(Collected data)
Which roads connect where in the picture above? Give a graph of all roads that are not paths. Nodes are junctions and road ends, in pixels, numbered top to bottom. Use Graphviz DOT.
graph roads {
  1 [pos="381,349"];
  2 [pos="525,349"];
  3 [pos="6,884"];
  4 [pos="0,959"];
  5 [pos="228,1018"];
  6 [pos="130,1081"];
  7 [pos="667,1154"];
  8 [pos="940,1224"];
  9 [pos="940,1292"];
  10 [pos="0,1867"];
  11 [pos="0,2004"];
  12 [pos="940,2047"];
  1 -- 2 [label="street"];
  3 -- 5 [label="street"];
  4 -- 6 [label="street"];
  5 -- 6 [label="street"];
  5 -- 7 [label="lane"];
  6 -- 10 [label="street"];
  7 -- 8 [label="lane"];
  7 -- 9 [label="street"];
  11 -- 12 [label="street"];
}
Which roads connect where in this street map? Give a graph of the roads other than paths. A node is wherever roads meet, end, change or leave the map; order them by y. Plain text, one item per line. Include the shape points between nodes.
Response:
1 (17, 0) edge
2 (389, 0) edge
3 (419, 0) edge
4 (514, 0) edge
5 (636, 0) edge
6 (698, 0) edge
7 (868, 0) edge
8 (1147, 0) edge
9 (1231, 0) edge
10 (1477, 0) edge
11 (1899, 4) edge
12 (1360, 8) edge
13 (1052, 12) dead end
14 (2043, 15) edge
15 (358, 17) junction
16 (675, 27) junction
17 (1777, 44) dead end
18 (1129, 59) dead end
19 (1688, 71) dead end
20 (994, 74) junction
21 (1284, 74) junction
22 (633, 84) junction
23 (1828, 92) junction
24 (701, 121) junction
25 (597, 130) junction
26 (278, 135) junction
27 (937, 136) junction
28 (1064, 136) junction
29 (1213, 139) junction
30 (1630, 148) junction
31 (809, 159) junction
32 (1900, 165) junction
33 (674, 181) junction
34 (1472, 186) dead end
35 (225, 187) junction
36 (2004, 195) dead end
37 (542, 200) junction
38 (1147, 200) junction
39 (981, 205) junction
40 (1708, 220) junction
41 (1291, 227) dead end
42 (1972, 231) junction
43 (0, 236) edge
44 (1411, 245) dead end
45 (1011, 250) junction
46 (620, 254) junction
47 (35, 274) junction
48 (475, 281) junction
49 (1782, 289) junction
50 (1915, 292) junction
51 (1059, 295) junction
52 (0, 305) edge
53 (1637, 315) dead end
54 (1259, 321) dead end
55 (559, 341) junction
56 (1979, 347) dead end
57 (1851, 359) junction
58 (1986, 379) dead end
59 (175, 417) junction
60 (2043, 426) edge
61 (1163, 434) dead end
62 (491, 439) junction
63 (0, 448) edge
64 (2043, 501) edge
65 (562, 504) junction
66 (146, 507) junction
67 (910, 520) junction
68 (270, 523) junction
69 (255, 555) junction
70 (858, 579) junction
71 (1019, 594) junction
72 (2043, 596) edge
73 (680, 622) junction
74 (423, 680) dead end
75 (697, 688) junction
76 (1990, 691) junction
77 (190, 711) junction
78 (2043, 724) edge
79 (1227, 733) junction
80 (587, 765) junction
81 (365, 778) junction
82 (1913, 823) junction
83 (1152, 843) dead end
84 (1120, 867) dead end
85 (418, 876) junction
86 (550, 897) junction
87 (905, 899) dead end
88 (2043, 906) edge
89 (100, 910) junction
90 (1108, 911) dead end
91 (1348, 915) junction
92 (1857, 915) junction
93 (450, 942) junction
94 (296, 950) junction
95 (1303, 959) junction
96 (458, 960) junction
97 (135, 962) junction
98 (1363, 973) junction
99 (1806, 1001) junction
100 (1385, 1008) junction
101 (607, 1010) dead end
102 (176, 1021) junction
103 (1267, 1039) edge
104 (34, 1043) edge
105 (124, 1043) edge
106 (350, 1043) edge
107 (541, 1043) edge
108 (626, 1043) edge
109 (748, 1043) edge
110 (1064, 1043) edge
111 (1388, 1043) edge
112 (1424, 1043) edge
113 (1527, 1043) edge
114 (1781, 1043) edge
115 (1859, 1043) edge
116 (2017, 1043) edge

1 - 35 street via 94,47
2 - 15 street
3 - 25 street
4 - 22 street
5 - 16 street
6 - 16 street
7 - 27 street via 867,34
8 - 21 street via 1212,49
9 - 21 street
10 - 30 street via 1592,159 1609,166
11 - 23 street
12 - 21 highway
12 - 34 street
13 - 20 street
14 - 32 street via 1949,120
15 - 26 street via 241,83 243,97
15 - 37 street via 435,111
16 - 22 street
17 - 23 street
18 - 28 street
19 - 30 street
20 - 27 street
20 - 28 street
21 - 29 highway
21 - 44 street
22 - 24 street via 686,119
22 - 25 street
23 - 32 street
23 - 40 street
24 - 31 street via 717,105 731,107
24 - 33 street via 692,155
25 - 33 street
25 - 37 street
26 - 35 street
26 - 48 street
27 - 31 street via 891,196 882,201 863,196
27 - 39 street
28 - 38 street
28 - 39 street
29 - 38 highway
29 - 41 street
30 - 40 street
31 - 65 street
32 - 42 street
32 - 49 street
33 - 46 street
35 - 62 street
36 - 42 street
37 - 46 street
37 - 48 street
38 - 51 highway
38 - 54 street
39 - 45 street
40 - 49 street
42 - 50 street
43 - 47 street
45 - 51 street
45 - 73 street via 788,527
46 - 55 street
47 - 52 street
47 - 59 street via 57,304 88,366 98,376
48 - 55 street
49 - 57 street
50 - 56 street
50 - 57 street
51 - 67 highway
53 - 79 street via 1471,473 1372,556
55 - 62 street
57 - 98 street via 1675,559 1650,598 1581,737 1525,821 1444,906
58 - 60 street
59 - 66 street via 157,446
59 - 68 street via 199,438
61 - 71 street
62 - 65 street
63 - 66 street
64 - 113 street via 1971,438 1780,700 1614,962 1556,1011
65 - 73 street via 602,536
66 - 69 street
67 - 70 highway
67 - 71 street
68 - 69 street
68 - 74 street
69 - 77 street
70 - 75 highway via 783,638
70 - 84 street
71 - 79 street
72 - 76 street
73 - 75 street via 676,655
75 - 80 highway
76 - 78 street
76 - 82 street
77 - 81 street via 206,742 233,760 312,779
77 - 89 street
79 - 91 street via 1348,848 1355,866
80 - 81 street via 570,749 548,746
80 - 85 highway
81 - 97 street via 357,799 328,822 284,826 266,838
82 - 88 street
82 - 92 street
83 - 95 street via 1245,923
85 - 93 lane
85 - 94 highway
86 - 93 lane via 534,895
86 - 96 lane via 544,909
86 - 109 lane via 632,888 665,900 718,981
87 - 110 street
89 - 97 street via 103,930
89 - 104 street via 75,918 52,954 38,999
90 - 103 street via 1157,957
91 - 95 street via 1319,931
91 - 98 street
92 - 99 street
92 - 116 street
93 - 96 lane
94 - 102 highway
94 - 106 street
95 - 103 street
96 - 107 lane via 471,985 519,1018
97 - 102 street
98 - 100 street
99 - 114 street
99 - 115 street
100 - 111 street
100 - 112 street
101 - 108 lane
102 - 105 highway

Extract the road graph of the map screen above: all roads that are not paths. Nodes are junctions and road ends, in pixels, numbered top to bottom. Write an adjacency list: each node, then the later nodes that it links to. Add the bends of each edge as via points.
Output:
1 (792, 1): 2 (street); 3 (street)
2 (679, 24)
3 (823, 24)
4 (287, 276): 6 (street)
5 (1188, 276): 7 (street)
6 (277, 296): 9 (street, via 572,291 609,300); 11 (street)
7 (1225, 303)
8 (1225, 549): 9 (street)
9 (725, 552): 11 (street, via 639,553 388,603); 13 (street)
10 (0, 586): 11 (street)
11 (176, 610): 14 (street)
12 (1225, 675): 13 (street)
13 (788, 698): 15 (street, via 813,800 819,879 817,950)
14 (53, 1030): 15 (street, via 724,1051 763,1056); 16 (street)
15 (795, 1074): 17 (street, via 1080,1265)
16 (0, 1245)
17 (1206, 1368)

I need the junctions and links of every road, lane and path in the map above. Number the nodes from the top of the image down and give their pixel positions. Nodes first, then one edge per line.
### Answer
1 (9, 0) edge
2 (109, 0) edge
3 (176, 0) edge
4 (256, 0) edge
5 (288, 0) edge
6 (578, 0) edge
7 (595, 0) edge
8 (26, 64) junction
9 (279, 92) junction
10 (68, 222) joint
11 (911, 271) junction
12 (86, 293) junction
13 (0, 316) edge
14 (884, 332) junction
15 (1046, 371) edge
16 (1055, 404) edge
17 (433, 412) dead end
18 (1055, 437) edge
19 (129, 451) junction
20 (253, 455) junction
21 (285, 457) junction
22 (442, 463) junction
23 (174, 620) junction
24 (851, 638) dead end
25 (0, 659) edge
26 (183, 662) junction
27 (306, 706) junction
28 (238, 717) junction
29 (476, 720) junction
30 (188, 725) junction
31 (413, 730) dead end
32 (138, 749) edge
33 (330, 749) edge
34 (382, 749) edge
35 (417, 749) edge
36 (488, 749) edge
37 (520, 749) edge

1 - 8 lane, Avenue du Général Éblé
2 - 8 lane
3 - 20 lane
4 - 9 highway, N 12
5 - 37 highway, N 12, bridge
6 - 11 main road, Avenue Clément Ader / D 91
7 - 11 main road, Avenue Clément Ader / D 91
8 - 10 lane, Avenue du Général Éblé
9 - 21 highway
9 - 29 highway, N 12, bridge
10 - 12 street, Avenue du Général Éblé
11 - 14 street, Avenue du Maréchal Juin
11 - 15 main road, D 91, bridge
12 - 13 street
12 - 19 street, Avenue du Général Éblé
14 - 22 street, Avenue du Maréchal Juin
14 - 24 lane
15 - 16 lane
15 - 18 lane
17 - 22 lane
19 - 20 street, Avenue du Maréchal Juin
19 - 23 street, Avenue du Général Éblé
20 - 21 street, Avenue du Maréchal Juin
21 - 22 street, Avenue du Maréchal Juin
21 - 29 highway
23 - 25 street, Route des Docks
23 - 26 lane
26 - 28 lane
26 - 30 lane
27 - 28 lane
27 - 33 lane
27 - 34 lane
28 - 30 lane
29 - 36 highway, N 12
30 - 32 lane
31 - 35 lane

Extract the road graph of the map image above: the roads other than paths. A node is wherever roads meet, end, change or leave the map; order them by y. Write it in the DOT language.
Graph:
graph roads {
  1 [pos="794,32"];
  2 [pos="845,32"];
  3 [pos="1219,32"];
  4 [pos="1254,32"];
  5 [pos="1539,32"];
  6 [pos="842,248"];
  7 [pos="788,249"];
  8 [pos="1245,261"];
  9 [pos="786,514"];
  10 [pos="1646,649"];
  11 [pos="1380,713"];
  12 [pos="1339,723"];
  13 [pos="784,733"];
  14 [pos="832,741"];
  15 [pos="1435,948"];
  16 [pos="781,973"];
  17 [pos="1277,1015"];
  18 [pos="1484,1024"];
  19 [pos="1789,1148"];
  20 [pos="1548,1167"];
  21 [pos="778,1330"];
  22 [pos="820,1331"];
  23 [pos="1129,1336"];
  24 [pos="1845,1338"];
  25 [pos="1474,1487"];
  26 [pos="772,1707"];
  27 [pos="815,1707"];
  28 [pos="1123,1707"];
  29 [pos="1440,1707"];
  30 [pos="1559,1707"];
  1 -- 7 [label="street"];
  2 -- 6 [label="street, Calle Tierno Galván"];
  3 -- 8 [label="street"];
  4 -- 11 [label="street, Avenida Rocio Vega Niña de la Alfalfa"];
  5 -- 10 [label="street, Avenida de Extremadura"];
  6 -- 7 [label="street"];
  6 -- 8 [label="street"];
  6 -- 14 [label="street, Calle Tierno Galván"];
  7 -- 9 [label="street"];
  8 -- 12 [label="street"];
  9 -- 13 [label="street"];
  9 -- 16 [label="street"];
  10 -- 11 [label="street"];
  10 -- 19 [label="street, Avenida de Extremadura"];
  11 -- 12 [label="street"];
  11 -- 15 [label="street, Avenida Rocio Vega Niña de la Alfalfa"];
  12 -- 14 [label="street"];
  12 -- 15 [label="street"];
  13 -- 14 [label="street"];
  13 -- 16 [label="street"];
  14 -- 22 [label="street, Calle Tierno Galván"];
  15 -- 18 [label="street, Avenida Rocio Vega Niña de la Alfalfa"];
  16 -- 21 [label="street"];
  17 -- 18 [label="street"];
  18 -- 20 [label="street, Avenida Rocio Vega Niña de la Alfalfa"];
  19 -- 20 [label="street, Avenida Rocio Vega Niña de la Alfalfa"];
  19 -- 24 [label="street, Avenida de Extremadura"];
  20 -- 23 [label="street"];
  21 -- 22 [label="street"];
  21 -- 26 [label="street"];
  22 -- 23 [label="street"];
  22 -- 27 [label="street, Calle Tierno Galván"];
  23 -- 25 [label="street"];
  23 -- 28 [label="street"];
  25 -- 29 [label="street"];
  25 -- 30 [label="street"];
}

- WHAT THE TASK ASKS
Starting at the first line of the data above, please restate word for word every line up to and including the one that holds "Which roads connect where in this", and add nothing else.

- ANSWER AREA
Which roads connect where in the picture above? Give a graph of all roads that are not paths. Nodes are junctions and road ends, in pixels, numbered top to bottom. Use Graphviz DOT.
graph roads {
  1 [pos="381,349"];
  2 [pos="525,349"];
  3 [pos="6,884"];
  4 [pos="0,959"];
  5 [pos="228,1018"];
  6 [pos="130,1081"];
  7 [pos="667,1154"];
  8 [pos="940,1224"];
  9 [pos="940,1292"];
  10 [pos="0,1867"];
  11 [pos="0,2004"];
  12 [pos="940,2047"];
  1 -- 2 [label="street"];
  3 -- 5 [label="street"];
  4 -- 6 [label="street"];
  5 -- 6 [label="street"];
  5 -- 7 [label="lane"];
  6 -- 10 [label="street"];
  7 -- 8 [label="lane"];
  7 -- 9 [label="street"];
  11 -- 12 [label="street"];
}
Which roads connect where in this street map? Give a graph of the roads other than paths. A node is wherever roads meet, end, change or leave the map; order them by y. Plain text, one item per line. Include the shape points between nodes.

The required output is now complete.